======== AVAILABLE DATA ========

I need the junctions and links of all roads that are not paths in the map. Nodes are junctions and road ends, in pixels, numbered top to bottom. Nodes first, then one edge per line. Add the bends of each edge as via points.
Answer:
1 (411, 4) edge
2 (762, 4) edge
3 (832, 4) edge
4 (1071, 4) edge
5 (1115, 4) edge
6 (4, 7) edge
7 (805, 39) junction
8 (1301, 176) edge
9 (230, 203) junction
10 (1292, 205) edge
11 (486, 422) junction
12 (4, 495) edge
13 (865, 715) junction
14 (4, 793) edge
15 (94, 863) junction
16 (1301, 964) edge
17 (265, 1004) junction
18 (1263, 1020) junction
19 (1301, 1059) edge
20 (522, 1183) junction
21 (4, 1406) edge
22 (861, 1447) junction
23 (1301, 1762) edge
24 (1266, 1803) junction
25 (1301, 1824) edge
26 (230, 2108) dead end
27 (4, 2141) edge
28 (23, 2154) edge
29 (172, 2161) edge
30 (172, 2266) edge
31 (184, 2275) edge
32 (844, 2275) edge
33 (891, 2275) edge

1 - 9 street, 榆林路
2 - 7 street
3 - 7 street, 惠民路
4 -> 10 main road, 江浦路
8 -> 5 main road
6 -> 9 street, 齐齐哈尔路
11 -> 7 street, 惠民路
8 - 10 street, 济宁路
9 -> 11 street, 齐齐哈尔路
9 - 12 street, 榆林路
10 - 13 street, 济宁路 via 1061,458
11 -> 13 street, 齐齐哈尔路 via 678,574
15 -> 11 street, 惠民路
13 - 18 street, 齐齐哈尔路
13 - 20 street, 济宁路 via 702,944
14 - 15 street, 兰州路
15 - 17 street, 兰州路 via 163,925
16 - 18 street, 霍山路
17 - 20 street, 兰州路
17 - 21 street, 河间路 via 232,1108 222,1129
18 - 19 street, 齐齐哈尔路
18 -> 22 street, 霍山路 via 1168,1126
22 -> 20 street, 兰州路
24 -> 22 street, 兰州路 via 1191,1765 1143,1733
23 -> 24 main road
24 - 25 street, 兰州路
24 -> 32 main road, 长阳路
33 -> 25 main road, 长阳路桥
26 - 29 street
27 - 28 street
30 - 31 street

========

> [EXERCISE PROMPT]: Write out every line of the records exactly.

> [EXERCISE RESPONSE]:
I need the junctions and links of all roads that are not paths in the map. Nodes are junctions and road ends, in pixels, numbered top to bottom. Nodes first, then one edge per line. Add the bends of each edge as via points.
Answer:
1 (411, 4) edge
2 (762, 4) edge
3 (832, 4) edge
4 (1071, 4) edge
5 (1115, 4) edge
6 (4, 7) edge
7 (805, 39) junction
8 (1301, 176) edge
9 (230, 203) junction
10 (1292, 205) edge
11 (486, 422) junction
12 (4, 495) edge
13 (865, 715) junction
14 (4, 793) edge
15 (94, 863) junction
16 (1301, 964) edge
17 (265, 1004) junction
18 (1263, 1020) junction
19 (1301, 1059) edge
20 (522, 1183) junction
21 (4, 1406) edge
22 (861, 1447) junction
23 (1301, 1762) edge
24 (1266, 1803) junction
25 (1301, 1824) edge
26 (230, 2108) dead end
27 (4, 2141) edge
28 (23, 2154) edge
29 (172, 2161) edge
30 (172, 2266) edge
31 (184, 2275) edge
32 (844, 2275) edge
33 (891, 2275) edge

1 - 9 street, 榆林路
2 - 7 street
3 - 7 street, 惠民路
4 -> 10 main road, 江浦路
8 -> 5 main road
6 -> 9 street, 齐齐哈尔路
11 -> 7 street, 惠民路
8 - 10 street, 济宁路
9 -> 11 street, 齐齐哈尔路
9 - 12 street, 榆林路
10 - 13 street, 济宁路 via 1061,458
11 -> 13 street, 齐齐哈尔路 via 678,574
15 -> 11 street, 惠民路
13 - 18 street, 齐齐哈尔路
13 - 20 street, 济宁路 via 702,944
14 - 15 street, 兰州路
15 - 17 street, 兰州路 via 163,925
16 - 18 street, 霍山路
17 - 20 street, 兰州路
17 - 21 street, 河间路 via 232,1108 222,1129
18 - 19 street, 齐齐哈尔路
18 -> 22 street, 霍山路 via 1168,1126
22 -> 20 street, 兰州路
24 -> 22 street, 兰州路 via 1191,1765 1143,1733
23 -> 24 main road
24 - 25 street, 兰州路
24 -> 32 main road, 长阳路
33 -> 25 main road, 长阳路桥
26 - 29 street
27 - 28 street
30 - 31 street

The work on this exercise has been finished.